● **GOAL OF THE EXERCISE**
When a line in the entries below contains the word "canvas", copy that line.

(Data entries)

================

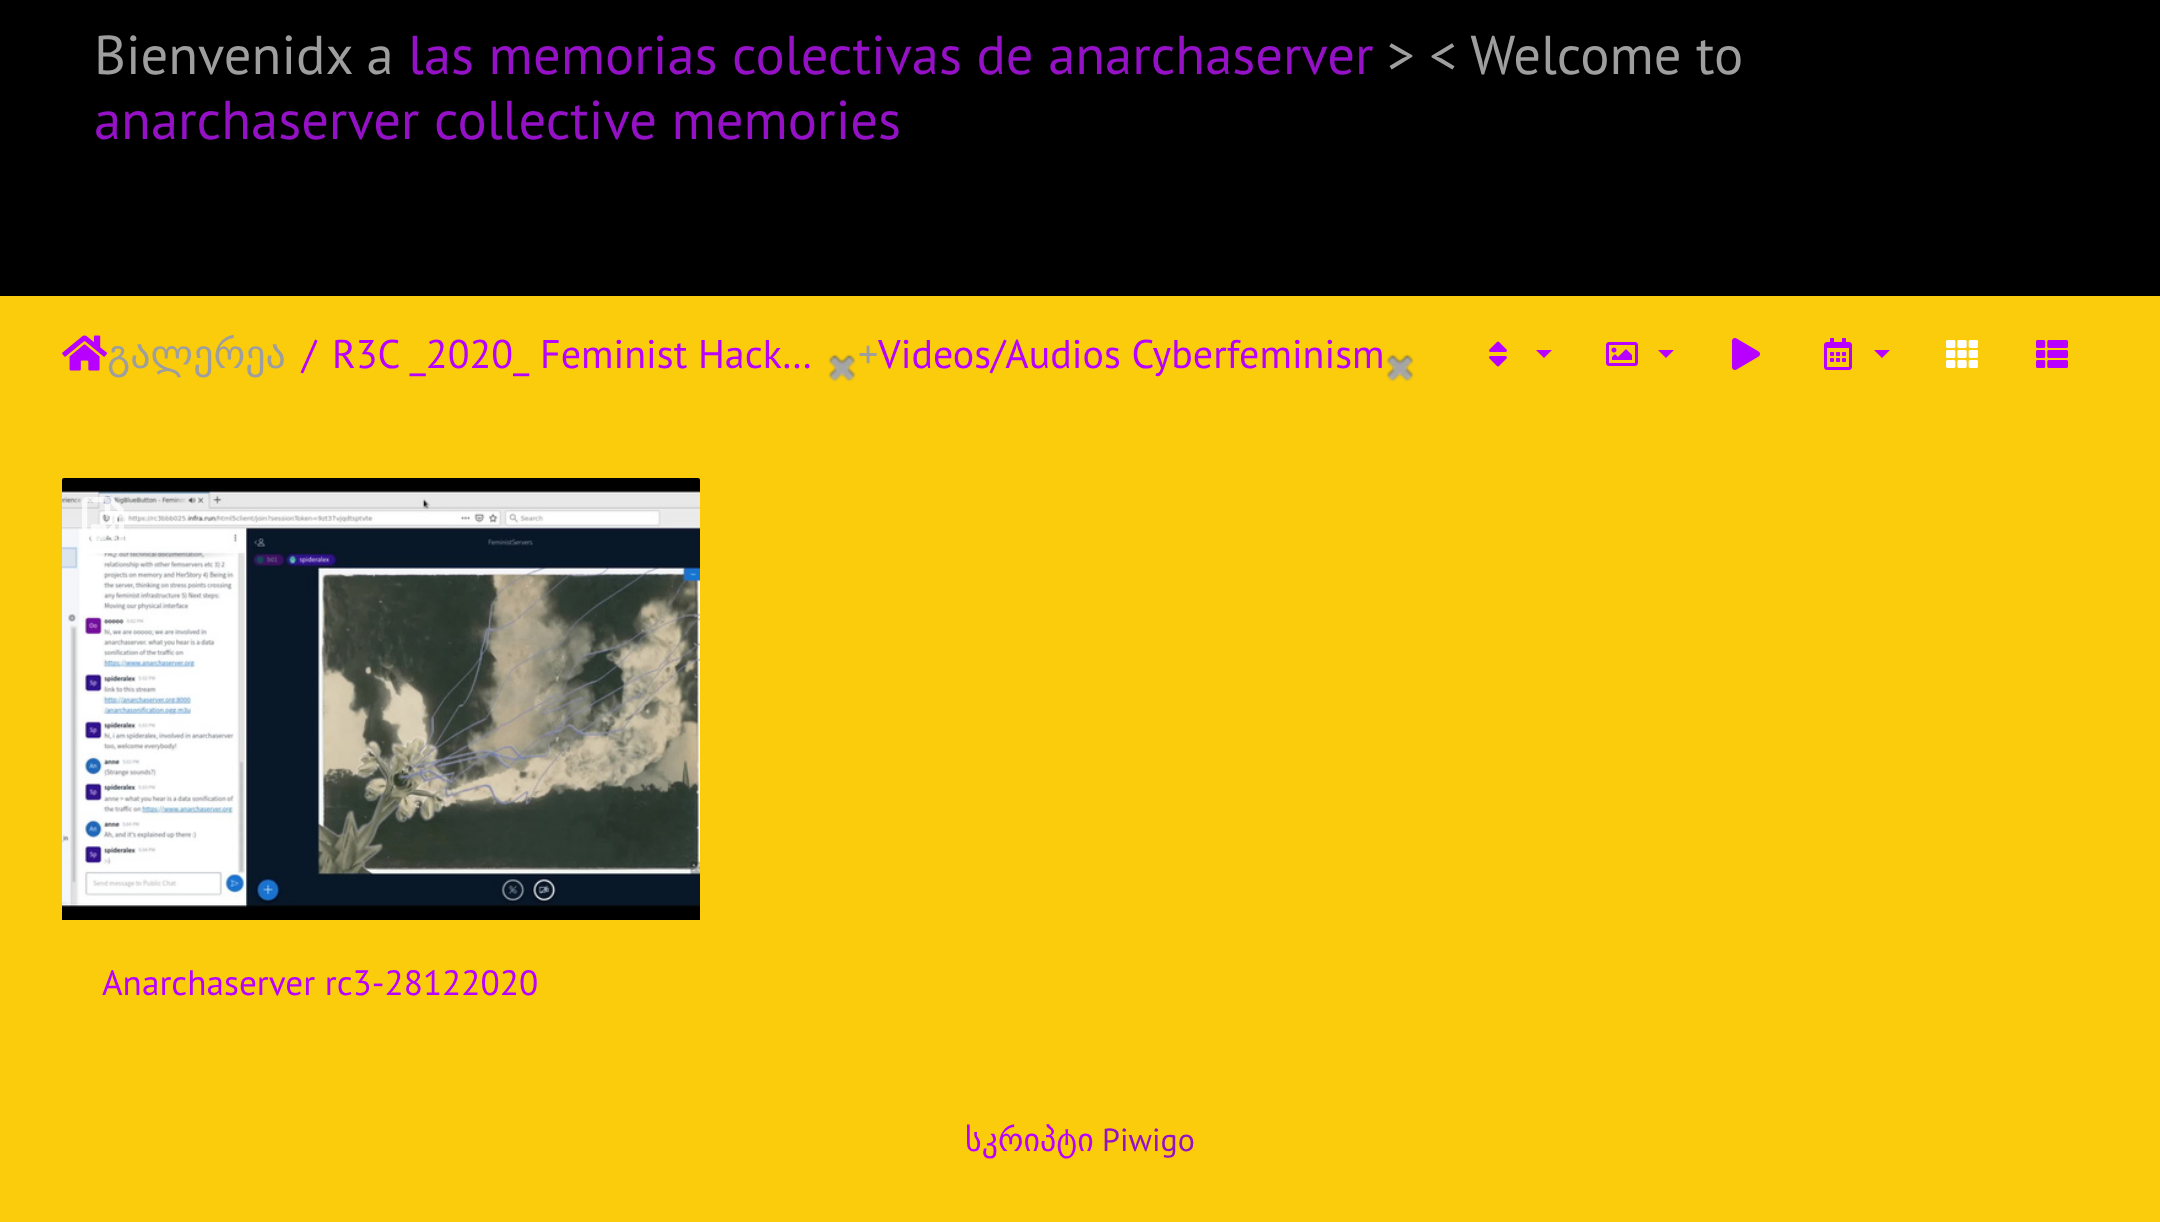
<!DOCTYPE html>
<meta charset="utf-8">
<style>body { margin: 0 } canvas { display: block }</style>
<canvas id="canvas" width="2160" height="1222"></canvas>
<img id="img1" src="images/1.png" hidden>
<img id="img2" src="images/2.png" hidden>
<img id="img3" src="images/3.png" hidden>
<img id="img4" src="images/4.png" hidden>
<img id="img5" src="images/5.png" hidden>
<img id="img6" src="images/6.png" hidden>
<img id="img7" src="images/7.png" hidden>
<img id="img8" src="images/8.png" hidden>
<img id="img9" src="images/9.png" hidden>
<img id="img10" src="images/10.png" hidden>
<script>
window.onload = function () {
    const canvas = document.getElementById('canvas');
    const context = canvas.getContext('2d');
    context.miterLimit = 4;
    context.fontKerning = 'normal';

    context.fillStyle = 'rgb(251, 204, 12)';
    context.fillRect(0, 0, 2160, 1222);
    context.fillStyle = 'rgb(0, 0, 0)';
    context.fillRect(0, 0, 2160, 296);
    context.drawImage(document.getElementById('img1'), 62, 335, 46, 36);
    context.drawImage(document.getElementById('img2'), 828, 354, 28, 28);
    context.drawImage(document.getElementById('img2'), 1386, 354, 28, 28);
    context.drawImage(document.getElementById('img3'), 1489, 341, 18, 26);
    context.fillStyle = 'rgb(183, 0, 255)';
    context.beginPath();
    context.moveTo(1536, 350);
    context.lineTo(1552, 350);
    context.lineTo(1544, 358);
    context.closePath();
    context.fill();
    context.drawImage(document.getElementById('img4'), 1606, 342, 32, 24);
    context.beginPath();
    context.moveTo(1658, 350);
    context.lineTo(1674, 350);
    context.lineTo(1666, 358);
    context.closePath();
    context.fill();
    context.drawImage(document.getElementById('img5'), 1732, 338, 28, 32);
    context.drawImage(document.getElementById('img6'), 1824, 338, 28, 32);
    context.beginPath();
    context.moveTo(1874, 350);
    context.lineTo(1890, 350);
    context.lineTo(1882, 358);
    context.closePath();
    context.fill();
    context.drawImage(document.getElementById('img7'), 1946, 340, 32, 28);
    context.drawImage(document.getElementById('img8'), 2036, 340, 32, 28);
    context.drawImage(document.getElementById('img9'), 62, 478, 638, 442);
    context.drawImage(document.getElementById('img10'), 82, 497, 42, 56);
    context.font = '54.6px PT Sans';
    context.fillStyle = 'rgb(158, 158, 158)';
    context.fillText('Bienvenidx a', 94, 74);
    context.fillStyle = 'rgb(148, 17, 198)';
    context.fillText('las memorias colectivas de anarchaserver', 408, 74);
    context.fillStyle = 'rgb(158, 158, 158)';
    context.fillText('> < Welcome to', 1387, 74);
    context.fillStyle = 'rgb(148, 17, 198)';
    context.fillText('anarchaserver collective memories', 94, 139);
    context.font = '40px DejaVu Sans';
    context.fillStyle = 'rgb(158, 158, 158)';
    context.fillText('გალერეა', 107, 368);
    context.font = '40px PT Sans';
    context.fillStyle = 'rgb(183, 0, 255)';
    context.fillText('/', 302, 368);
    context.fillText('R3C _2020_ Feminist Hack…', 332, 368);
    context.fillStyle = 'rgb(158, 158, 158)';
    context.fillText('+', 858, 368);
    context.fillStyle = 'rgb(183, 0, 255)';
    context.fillText('Videos/Audios Cyberfeminism', 878, 368);
    context.font = '35.25px PT Sans';
    context.fillText('Anarchaserver rc3-28122020', 102, 995);
    context.font = '32px DejaVu Sans';
    context.fillText('სკრიპტი', 965, 1151);
    context.font = '32px PT Sans';
    context.fillStyle = 'rgb(148, 17, 198)';
    context.fillText('Piwigo', 1102, 1151);
};
</script>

================

● **ANSWER TO THIS EXERCISE**
<style>body { margin: 0 } canvas { display: block }</style>
<canvas id="canvas" width="2160" height="1222"></canvas>
    const canvas = document.getElementById('canvas');
    const context = canvas.getContext('2d');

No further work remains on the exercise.